Collected data:

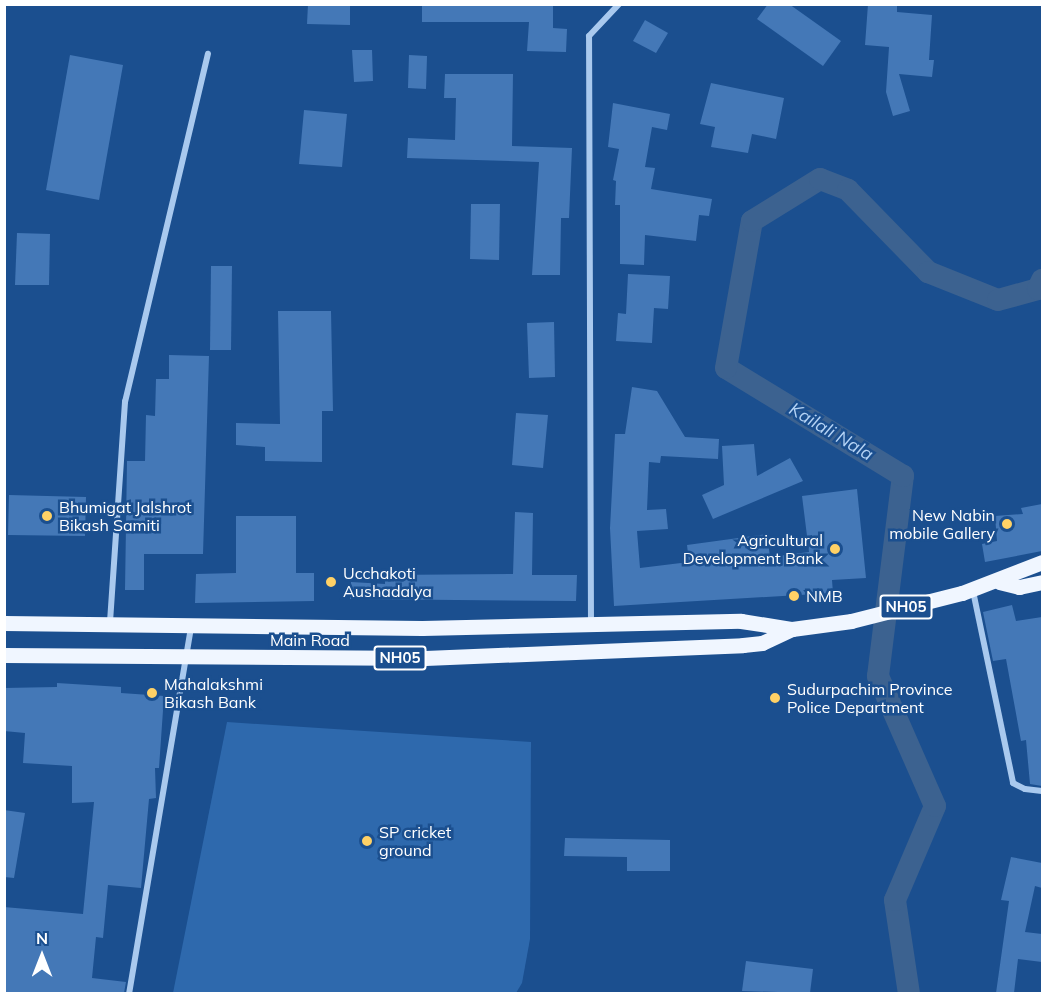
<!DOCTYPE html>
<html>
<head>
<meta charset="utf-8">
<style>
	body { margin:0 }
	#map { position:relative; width:1047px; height:998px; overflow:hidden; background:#1b4f8f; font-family:Mulish,sans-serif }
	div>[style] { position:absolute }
	.green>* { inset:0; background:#2e69ad }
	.canal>* { height:22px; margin:-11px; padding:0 11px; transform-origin:11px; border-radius:11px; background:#3c6290 }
	.building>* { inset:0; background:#4478b7 }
	.street>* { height:6px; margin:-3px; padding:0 3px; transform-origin:3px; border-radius:3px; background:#a9c9ee }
	.primary>* { height:15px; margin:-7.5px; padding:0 7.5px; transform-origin:7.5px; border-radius:7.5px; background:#f0f6ff }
	.dots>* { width:16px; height:16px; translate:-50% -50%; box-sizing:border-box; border:3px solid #1b4f8f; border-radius:50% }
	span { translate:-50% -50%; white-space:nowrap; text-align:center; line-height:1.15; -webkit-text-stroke:5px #1b4f8f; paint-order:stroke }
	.shield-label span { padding:2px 4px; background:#1b4f8f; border:2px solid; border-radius:4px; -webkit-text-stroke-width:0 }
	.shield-label { font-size:15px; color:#fff; font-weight:700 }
	.poi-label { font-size:16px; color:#fff }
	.left { translate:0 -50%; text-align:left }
	.right { translate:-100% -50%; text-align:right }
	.street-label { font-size:16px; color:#fff }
	.water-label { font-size:18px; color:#b5d3f5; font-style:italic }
	.frame { position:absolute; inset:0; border:6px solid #fff; pointer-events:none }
	.north { position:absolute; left:12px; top:926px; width:60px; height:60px; -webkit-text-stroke:4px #1b4f8f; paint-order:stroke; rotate:0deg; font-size:16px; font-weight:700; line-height:24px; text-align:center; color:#fff }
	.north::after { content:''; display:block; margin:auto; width:21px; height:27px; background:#fff; clip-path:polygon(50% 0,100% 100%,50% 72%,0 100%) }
</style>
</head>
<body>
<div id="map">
	<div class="green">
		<i style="clip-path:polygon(227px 722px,531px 742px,530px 939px,522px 983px,516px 993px,173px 993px)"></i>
	</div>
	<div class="canal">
		<i style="left:909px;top:994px;width:95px;rotate:-98.5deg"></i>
		<i style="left:895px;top:900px;width:102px;rotate:-66.9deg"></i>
		<i style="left:935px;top:806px;width:142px;rotate:-113.7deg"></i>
		<i style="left:878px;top:676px;width:202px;rotate:-82.9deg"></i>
		<i style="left:903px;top:476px;width:207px;rotate:-148.6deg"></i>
		<i style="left:726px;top:368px;width:149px;rotate:-80deg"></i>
		<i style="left:752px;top:221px;width:80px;rotate:-31.7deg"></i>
		<i style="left:820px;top:179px;width:30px;rotate:21deg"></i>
		<i style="left:848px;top:190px;width:115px;rotate:45.7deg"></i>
		<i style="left:928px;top:272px;width:75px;rotate:21.8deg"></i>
		<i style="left:998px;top:300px;width:41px;rotate:-15.4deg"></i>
		<i style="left:1038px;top:289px;width:10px;rotate:-66deg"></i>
	</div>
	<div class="building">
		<i style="clip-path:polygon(308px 4px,350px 4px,350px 25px,307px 24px)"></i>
		<i style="clip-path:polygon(422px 4px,553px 4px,553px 28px,567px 29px,566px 52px,527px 51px,529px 22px,422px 22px)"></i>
		<i style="clip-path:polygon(768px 4px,789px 4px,841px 41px,823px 66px,757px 19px)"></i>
		<i style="clip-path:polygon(868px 4px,897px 4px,897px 12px,932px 15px,929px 60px,934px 60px,932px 77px,899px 74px,910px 111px,893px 116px,886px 92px,889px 47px,865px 45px)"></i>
		<i style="clip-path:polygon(645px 20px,668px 33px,656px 53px,633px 41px)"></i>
		<i style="clip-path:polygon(352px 50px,372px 50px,373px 81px,354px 82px)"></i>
		<i style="clip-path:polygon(70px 55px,123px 65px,99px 200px,46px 190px)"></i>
		<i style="clip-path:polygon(409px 55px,427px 56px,426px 89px,408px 88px)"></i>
		<i style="clip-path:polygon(445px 74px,513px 74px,512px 146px,572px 148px,569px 218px,561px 218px,560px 275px,532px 275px,539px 162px,407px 158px,408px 138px,455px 140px,456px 98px,444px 98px)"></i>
		<i style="clip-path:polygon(711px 83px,784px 98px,776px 139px,752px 134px,748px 153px,711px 147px,715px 127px,700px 124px)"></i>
		<i style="clip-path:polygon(613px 103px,670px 114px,667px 130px,652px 127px,645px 167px,655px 168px,651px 189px,712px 199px,709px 216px,699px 215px,696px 241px,645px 235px,644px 265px,620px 264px,620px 205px,615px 205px,616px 181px,613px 180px,619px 149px,608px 147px)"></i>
		<i style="clip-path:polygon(304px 110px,347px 114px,342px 167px,299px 164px)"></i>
		<i style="clip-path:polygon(471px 204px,500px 204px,499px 260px,470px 259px)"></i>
		<i style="clip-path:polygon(17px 233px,50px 234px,49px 285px,15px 285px)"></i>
		<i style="clip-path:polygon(211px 266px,232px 266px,231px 350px,210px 350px)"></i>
		<i style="clip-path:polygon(628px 274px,670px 276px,668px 309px,654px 308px,652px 343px,616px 341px,618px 313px,626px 314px)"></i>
		<i style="clip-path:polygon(278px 311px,331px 311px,333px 411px,322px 411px,322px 462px,265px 461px,265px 447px,236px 445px,236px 423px,280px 424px)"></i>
		<i style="clip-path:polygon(554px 322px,555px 377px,529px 378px,527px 323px)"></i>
		<i style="clip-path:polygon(169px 355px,209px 356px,203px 554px,144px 554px,144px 590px,125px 590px,127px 461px,145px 461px,146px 415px,155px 416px,156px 379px,169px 379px)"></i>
		<i style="clip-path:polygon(632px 387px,657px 391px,685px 437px,719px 439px,718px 459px,661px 456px,660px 463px,649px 462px,647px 510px,666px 509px,668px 529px,637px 531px,640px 568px,689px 562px,687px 545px,767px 534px,770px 557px,809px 552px,802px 496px,857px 489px,866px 578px,832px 580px,833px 593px,614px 606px,610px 528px,615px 434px,625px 434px)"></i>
		<i style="clip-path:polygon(516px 413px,548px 415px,543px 468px,512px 465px)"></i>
		<i style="clip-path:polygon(754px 444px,757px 476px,790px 458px,803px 481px,713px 519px,702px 495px,724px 485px,722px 446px)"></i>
		<i style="clip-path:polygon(9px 495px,86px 497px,85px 536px,8px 535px)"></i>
		<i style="clip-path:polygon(1042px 504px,1042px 551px,985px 562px,982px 544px,997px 541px,995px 516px,1023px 514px,1021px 508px)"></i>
		<i style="clip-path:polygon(515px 512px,533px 513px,532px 575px,577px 575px,576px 601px,350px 599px,351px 582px,385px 584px,385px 575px,513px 574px)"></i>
		<i style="clip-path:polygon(236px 516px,296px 516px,296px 573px,314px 573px,314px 601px,195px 603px,196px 574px,236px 573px)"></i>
		<i style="clip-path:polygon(1012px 605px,1016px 621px,1042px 617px,1042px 786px,1030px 784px,1026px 740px,1021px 741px,1006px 659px,993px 661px,983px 612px)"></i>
		<i style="clip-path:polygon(57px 683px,121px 687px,121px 693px,164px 696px,159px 768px,155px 768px,156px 798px,149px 799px,141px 888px,108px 885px,103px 938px,96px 937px,92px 978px,126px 982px,124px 993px,4px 993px,4px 907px,83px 914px,94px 802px,72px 803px,72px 766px,23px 763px,25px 733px,4px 731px,4px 688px,57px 687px)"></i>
		<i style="clip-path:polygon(4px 810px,25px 813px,14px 878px,4px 877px)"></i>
		<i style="clip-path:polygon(565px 838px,670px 840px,670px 871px,627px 871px,627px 857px,564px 856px)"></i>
		<i style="clip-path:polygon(1011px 857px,1042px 863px,1042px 888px,1035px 886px,1025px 932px,1042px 934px,1042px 962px,1018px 959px,1014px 993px,996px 993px,1009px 901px,1001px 900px)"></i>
		<i style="clip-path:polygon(746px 961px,813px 969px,810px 993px,742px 991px)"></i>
	</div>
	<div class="street">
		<i style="left:973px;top:591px;width:196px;rotate:78.2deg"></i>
		<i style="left:1013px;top:783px;width:13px;rotate:27deg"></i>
		<i style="left:1025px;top:789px;width:17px;rotate:7deg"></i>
		<i style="left:110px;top:622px;width:221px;rotate:-86.1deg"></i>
		<i style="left:125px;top:402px;width:358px;rotate:-76.6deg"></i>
		<i style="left:591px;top:624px;width:588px;rotate:-90.19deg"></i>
		<i style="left:589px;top:36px;width:44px;rotate:-46.8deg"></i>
		<i style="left:129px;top:994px;width:371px;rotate:-80.4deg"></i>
	</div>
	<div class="primary">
		<i style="left:999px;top:582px;width:21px;rotate:14deg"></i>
		<i style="left:1019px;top:587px;width:24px;rotate:-12deg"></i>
		<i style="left:4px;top:623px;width:418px;rotate:0.7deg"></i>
		<i style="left:422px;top:628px;width:319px;rotate:-1.3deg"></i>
		<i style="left:741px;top:621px;width:52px;rotate:8.9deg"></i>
		<i style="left:4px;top:655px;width:421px;rotate:0.4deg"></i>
		<i style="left:425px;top:658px;width:318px;rotate:-2.3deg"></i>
		<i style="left:743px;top:645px;width:19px;rotate:-6deg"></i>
		<i style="left:762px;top:643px;width:33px;rotate:-25deg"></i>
		<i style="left:792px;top:629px;width:60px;rotate:-7.7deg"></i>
		<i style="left:851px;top:621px;width:114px;rotate:-14.2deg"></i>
		<i style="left:962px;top:593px;width:86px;rotate:-21.2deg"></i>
	</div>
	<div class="dots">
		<i style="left:47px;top:516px;background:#ffd166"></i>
		<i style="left:1007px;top:524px;background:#ffd166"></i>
		<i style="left:835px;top:549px;background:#ffd166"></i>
		<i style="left:331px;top:582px;background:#ffd166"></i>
		<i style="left:794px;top:596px;background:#ffd166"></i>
		<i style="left:152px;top:693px;background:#ffd166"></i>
		<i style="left:775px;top:698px;background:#ffd166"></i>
		<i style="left:367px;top:841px;background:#ffd166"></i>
	</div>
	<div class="shield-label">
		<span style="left:906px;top:607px">NH05</span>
		<span style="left:400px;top:658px">NH05</span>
	</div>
	<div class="poi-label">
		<span class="left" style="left:59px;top:516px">Bhumigat Jalshrot<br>Bikash Samiti</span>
		<span class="right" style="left:995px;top:524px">New Nabin<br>mobile Gallery</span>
		<span class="right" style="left:823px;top:549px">Agricultural<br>Development Bank</span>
		<span class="left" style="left:343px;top:582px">Ucchakoti<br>Aushadalya</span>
		<span class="left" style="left:806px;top:596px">NMB</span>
		<span class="left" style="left:164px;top:693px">Mahalakshmi<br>Bikash Bank</span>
		<span class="left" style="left:787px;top:698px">Sudurpachim Province<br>Police Department</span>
		<span class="left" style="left:379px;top:841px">SP cricket<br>ground</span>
	</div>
	<div class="street-label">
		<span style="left:310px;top:640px">Main Road</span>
	</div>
	<div class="water-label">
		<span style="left:831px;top:432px;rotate:31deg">Kailali Nala</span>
	</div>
	<div class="frame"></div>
	<div class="north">N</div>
</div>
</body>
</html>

TASK TO COMPLETE:
Without any picture, return exactly the lines of the records above from the first through the line that contains "padding:2px 4px; background:#1b4f8f;".

FINISHED TASK:
<!DOCTYPE html>
<html>
<head>
<meta charset="utf-8">
<style>
	body { margin:0 }
	#map { position:relative; width:1047px; height:998px; overflow:hidden; background:#1b4f8f; font-family:Mulish,sans-serif }
	div>[style] { position:absolute }
	.green>* { inset:0; background:#2e69ad }
	.canal>* { height:22px; margin:-11px; padding:0 11px; transform-origin:11px; border-radius:11px; background:#3c6290 }
	.building>* { inset:0; background:#4478b7 }
	.street>* { height:6px; margin:-3px; padding:0 3px; transform-origin:3px; border-radius:3px; background:#a9c9ee }
	.primary>* { height:15px; margin:-7.5px; padding:0 7.5px; transform-origin:7.5px; border-radius:7.5px; background:#f0f6ff }
	.dots>* { width:16px; height:16px; translate:-50% -50%; box-sizing:border-box; border:3px solid #1b4f8f; border-radius:50% }
	span { translate:-50% -50%; white-space:nowrap; text-align:center; line-height:1.15; -webkit-text-stroke:5px #1b4f8f; paint-order:stroke }
	.shield-label span { padding:2px 4px; background:#1b4f8f; border:2px solid; border-radius:4px; -webkit-text-stroke-width:0 }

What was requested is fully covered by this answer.